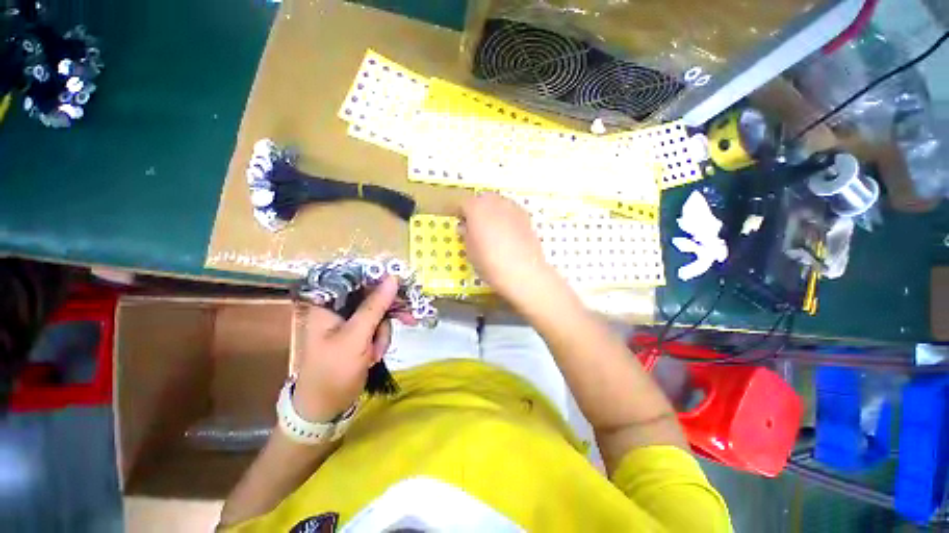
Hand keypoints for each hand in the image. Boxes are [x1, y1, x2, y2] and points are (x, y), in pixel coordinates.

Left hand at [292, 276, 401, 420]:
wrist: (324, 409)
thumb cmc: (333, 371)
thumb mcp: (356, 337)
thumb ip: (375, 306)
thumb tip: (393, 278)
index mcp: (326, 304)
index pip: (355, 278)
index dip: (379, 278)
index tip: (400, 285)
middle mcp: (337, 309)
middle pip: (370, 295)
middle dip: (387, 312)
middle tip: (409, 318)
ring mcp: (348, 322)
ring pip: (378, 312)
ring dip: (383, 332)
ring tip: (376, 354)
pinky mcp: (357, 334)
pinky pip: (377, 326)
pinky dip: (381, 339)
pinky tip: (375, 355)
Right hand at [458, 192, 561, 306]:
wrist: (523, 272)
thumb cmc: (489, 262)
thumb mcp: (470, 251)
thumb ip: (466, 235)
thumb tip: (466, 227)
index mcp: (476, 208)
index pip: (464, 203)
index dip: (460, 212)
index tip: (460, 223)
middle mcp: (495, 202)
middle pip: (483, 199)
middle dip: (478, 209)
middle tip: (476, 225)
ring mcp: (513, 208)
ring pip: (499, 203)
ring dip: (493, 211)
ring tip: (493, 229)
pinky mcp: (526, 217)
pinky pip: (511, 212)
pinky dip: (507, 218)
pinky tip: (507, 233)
━━━━
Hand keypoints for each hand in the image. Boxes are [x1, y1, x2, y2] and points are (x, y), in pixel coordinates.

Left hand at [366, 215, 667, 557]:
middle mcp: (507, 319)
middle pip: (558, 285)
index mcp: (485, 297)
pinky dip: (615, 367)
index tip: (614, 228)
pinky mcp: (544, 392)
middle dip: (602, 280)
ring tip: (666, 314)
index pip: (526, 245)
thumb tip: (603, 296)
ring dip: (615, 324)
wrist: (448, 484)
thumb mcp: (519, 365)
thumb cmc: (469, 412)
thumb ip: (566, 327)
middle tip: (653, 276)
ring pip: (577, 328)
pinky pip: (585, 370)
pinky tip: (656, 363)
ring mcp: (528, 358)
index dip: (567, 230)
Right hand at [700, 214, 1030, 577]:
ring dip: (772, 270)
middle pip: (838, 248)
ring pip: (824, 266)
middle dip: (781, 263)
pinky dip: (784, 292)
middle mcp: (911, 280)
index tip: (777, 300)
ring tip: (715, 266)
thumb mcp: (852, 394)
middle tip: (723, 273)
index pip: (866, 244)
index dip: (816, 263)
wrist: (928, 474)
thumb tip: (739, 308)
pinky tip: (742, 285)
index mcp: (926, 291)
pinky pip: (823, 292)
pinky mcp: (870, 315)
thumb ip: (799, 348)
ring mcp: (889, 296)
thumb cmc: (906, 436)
━━━━
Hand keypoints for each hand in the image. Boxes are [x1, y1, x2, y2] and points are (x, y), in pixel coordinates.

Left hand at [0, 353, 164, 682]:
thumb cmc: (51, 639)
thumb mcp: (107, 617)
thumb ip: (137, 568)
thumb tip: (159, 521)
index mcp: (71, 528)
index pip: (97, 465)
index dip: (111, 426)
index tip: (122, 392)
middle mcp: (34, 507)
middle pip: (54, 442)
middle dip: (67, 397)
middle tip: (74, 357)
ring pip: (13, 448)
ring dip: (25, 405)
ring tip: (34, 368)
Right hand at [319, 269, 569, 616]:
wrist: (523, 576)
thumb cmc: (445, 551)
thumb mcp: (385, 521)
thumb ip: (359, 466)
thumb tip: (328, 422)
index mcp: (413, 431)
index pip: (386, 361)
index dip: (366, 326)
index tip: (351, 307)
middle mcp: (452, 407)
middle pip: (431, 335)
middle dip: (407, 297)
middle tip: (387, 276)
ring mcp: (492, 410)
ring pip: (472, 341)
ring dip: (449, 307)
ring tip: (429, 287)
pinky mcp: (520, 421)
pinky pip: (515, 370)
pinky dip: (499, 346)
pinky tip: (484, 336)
━━━━
### Try it
Retype exactly the lines above, from the one with "index tip: (614, 228)" through the one with "ring mcp: (528, 358)", inclusive.

### Task output
index tip: (614, 228)
pinky mcp: (544, 392)
middle dip: (602, 280)
ring tip: (666, 314)
index pip: (526, 245)
thumb tip: (603, 296)
ring dip: (615, 324)
wrist: (448, 484)
thumb mcp: (519, 365)
thumb cmc: (469, 412)
thumb ip: (566, 327)
middle tip: (653, 276)
ring pip: (577, 328)
pinky pip: (585, 370)
pinky tip: (656, 363)
ring mcp: (528, 358)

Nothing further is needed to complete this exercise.